This is why you're always endangered, thought Paul. You just can't get along with anyone. Rheena showed every intention of stomping the assistant zookeeper in plain sight. He had no doubt she would kill him right there in the Tallahassee Zoo. A crowd of spectators gathered around the fence and held their breath. Parents, agape, covered their children's tearing eyes. The mother rhino flicked back her ears and snorted.
His mission was to haul her calf to the clinic for an inspection. When he stepped too close to the baby, Rheena had snapped to attention, jumping up and swiveling, landing on her feet with a thud. At the sound, he had dropped the eight-foot pole used to keep the giant beasts at bay. Now it lay out of reach in the grass and his heart raced.
Paul knew he'd blown it. He was a specialist in giraffes, not rhinos. He'd chosen a career so unusual that no word existed to define it. He knew less about this rhino, he was sure, than some of the ten-year-olds watching from the fence. Rhinos are fast, short-tempered, and irrational. That much he did know. Without a pole, tranqs are your last line of defense. There were dart guns in the mammal house just a few paces to his left. Pole in hand, he'd floated right past them, his mind focused solely on Ginger.

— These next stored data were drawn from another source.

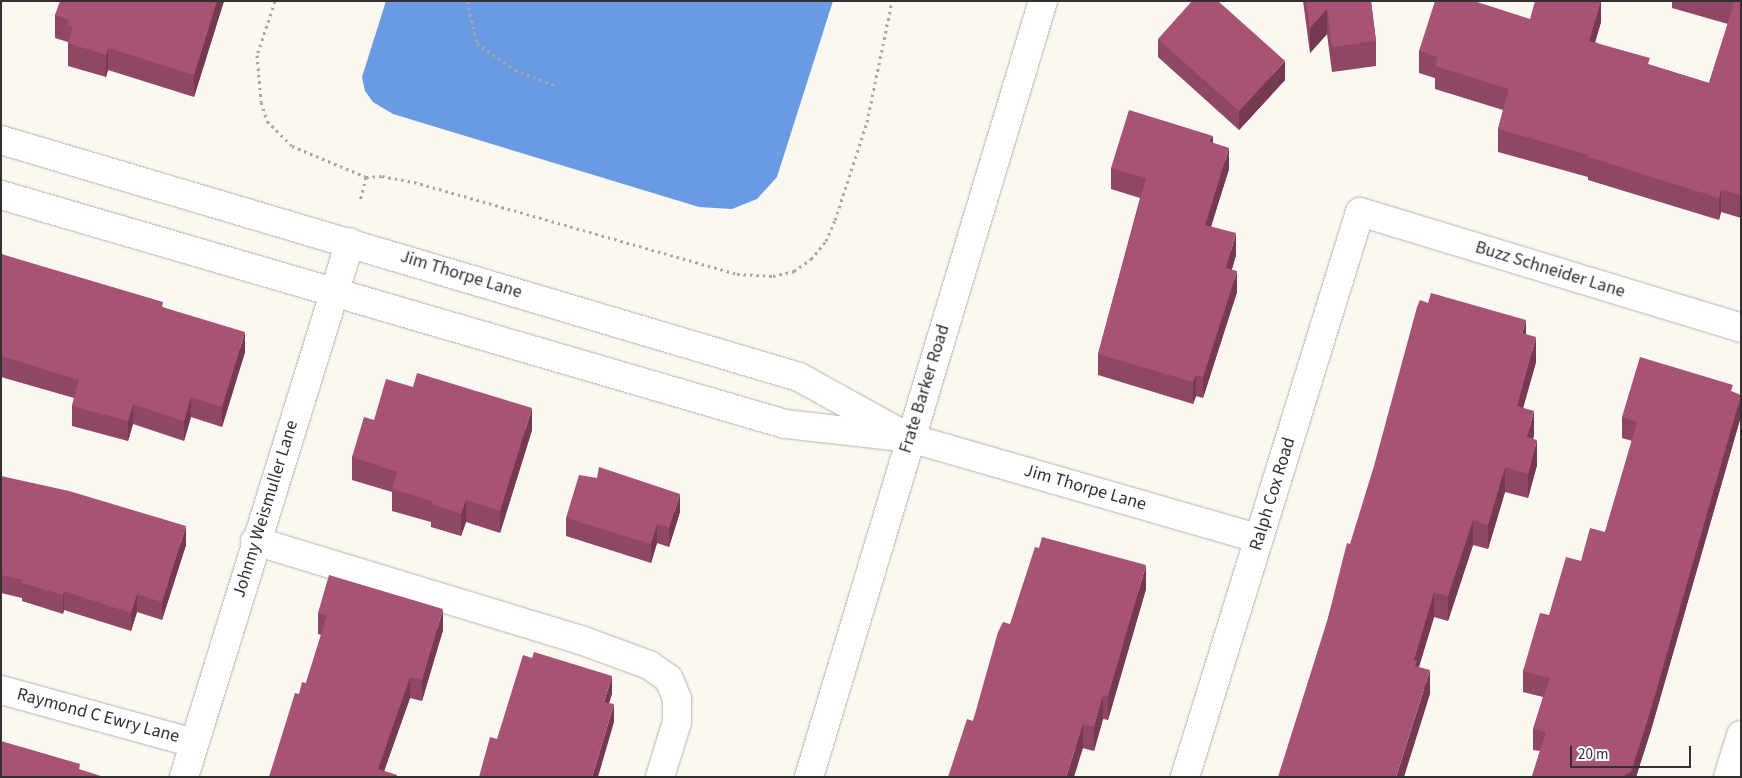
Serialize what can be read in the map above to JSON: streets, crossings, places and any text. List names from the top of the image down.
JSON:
{
  "streets": {
    "street": [
      "Buzz Schneider Lane",
      "Jim Thorpe Lane",
      "Frate Barker Road",
      "Ralph Cox Road",
      "Johnny Weismuller Lane",
      "Raymond C Ewry Lane"
    ]
  },
  "crossings": [
    ["Buzz Schneider Lane", "Ralph Cox Road"],
    ["Jim Thorpe Lane", "Frate Barker Road"],
    ["Jim Thorpe Lane", "Ralph Cox Road"],
    ["Jim Thorpe Lane", "Johnny Weismuller Lane"],
    ["Johnny Weismuller Lane", "Raymond C Ewry Lane"]
  ],
  "scale_bar": "20 m"
}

“Etorphine hydrochloride,” Paul whispered now. “Etorphine hydrochloride.”
You stay away from that baby, spat the mother rhino. Her eyes were repugnant black balls, scarcely larger than sesame seeds and utterly vacant. Her decision was made. She was ready to charge. There's nothing going on in that head anymore, thought Paul. Just five hundred pounds of bone. It's like an anvil with legs.
Paul sidled to the left, a painstaking step toward the mammal house door. The mother rhino lurched forward half its body length, then stopped. Dry dust clouded into the air. Down the side of his leg, Paul felt a warm stream of urine. From their safe vantage, a couple of kids laughed, raised on TV nature shows, where humans always escape danger. Paul was too scared to bother being embarrassed. He found the warm wetness comforting. Rheena was going to flatten him. In the known history of Tallahassee, nobody had ever been killed by a rhinoceros, and that was going to change. Paul hadn't bargained for this when he applied for the position. He'd only been working there for a couple of weeks.

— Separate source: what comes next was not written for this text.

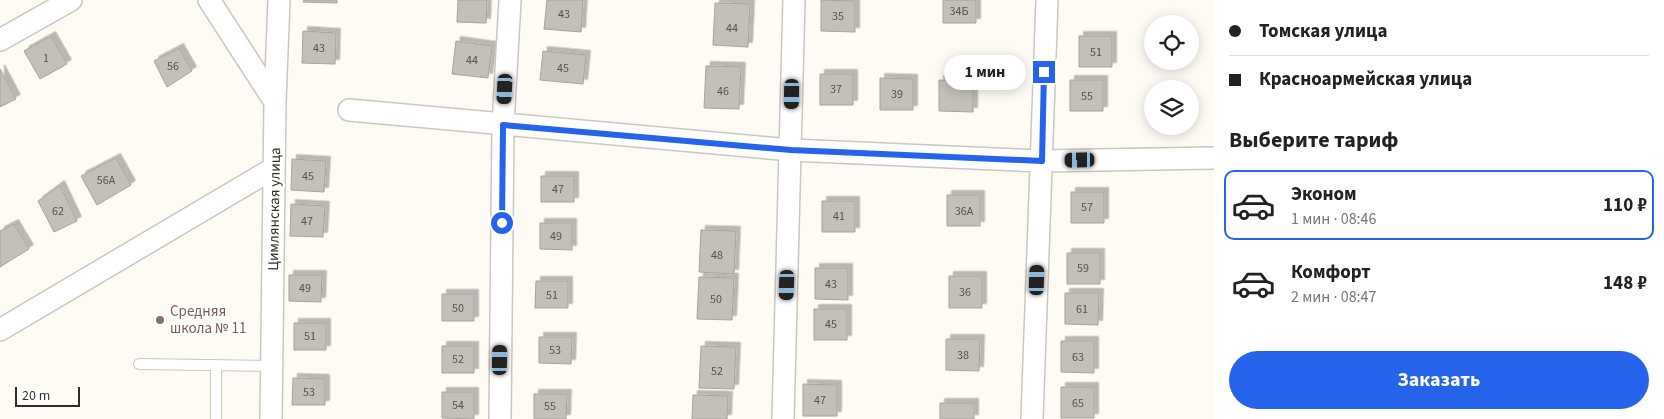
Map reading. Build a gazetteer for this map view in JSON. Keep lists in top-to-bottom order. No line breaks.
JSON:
{"streets":{"street":["Цимлянская улица"]},"places":["Средняя школа № 11"],"house_numbers":["34Б","43","35","44","43","51","1","44","56","45","37","46","39","55","45","56А","47","57","62","36А","41","47","49","48","59","43","49","36","51","50","50","61","45","51","53","38","63","52","52","53","47","65","54","55"],"scale_bar":"20 m","page":{"banner":["Томская улица","Красноармейская улица"],"bubble":"1 мин","heading":"Выберите тариф","list":[{"name":"Эконом","note":"1 мин · 08:46","value":"110 ₽"},{"name":"Комфорт","note":"2 мин · 08:47","value":"148 ₽"}],"buttons":"Заказать","scale":"20 m"}}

She lowered her head, pawed the dust, reared up a few inches and snorted. Then she charged, breathtaking in her burst of speed. She was upon him instantly. The horn pierced his flesh like a bullet through a paper. It bored through his intestines and poked out the other side. He felt himself lifted off his feet and choked on his own scream. Still she charged forward, with Paul attached. The air rushed around his hot cheeks. He couldn't breathe. Blood flew freely from the wound all down the rhino's face. The spectators cried out and ran. He heard their screams and their feet clapping on the asphalt concourse. The pain was electrical, coursing through his toes and his teeth. Suspended on the horn, Paul couldn't find the strength to move a muscle: he could feel only pain. There was no doubt about it, he was going to die. This is what I get for exaggerating my resumé, he thought.
As Rheena gave him another vigorous shake, her horn snapped off completely. Paul flew over the fence in a twenty-foot arc. He landed on his palms and skidded down the pedestrian walk. The rhino horn remained, sticking out of his gut.
Onlookers gathered around him asking questions to poke him and ask if he was okay. Honking horns and a siren signaled the arrival of paramedics. They wiggled the horn but did not pull it out. Beeping noises in the rushing ambulance, announcements from nurses on a hospital PA system, a fading glimmer of a man in a mask: these were his only recollections.
He was not going to die. He was going to live.
He was going to die.
It's not that Paul was a bad person, but that all the major zoos, with specialists for every breed, weren't hiring in this recession. The gift shops couldn't move plush stuffed animals and T-shirts, and states were withholding funds from anything that sounded like it might be fun or educational. So, zoos relied on admissions fees and donations-- but little money came in with purses pinched tight. The smaller zoos couldn't take keepers like Paul who could only handle one breed. So, instead of being specific on his resume, he had deleted 'giraffes' and typed 'ungulates,' a far broader category, under 'skills'. He would have put 'Snuffalupagus' on there, too, if it would have helped him get a job-- recession or not, student loans had to be settled. Tallahassee interviewed him, watched his work, and seemed to like him. They managed to miss him studying the placards in front of the cages and hurriedly memorizing all the “Did you know?” fun facts that he did not know. So, they hired him, and now he was in the hospital.
The horn had pierced his intestines and torn a hole in a lung, which had collapsed, causing air to enter the cavity between his ribs. In back, it had scraped a kidney and dislodged his bottom rib. The doctors installed a catheter. A tube ran from his crotch to a bottle under the bed. They'd cut off the horn's sharp end-- the horn was chemically more like a giant toenail than like a nose. Now he could lay flat, and they'd sanded down the keratin on both sides of the horn, but the bulk of it remained lodged in his gut, like a cork. The exposed ends would be vulnerable to fungus spores, but its placement-- and the huge dose of antibiotics in his IV-- might protect him from internal bacterial infections. Most importantly it would stop the bleeding.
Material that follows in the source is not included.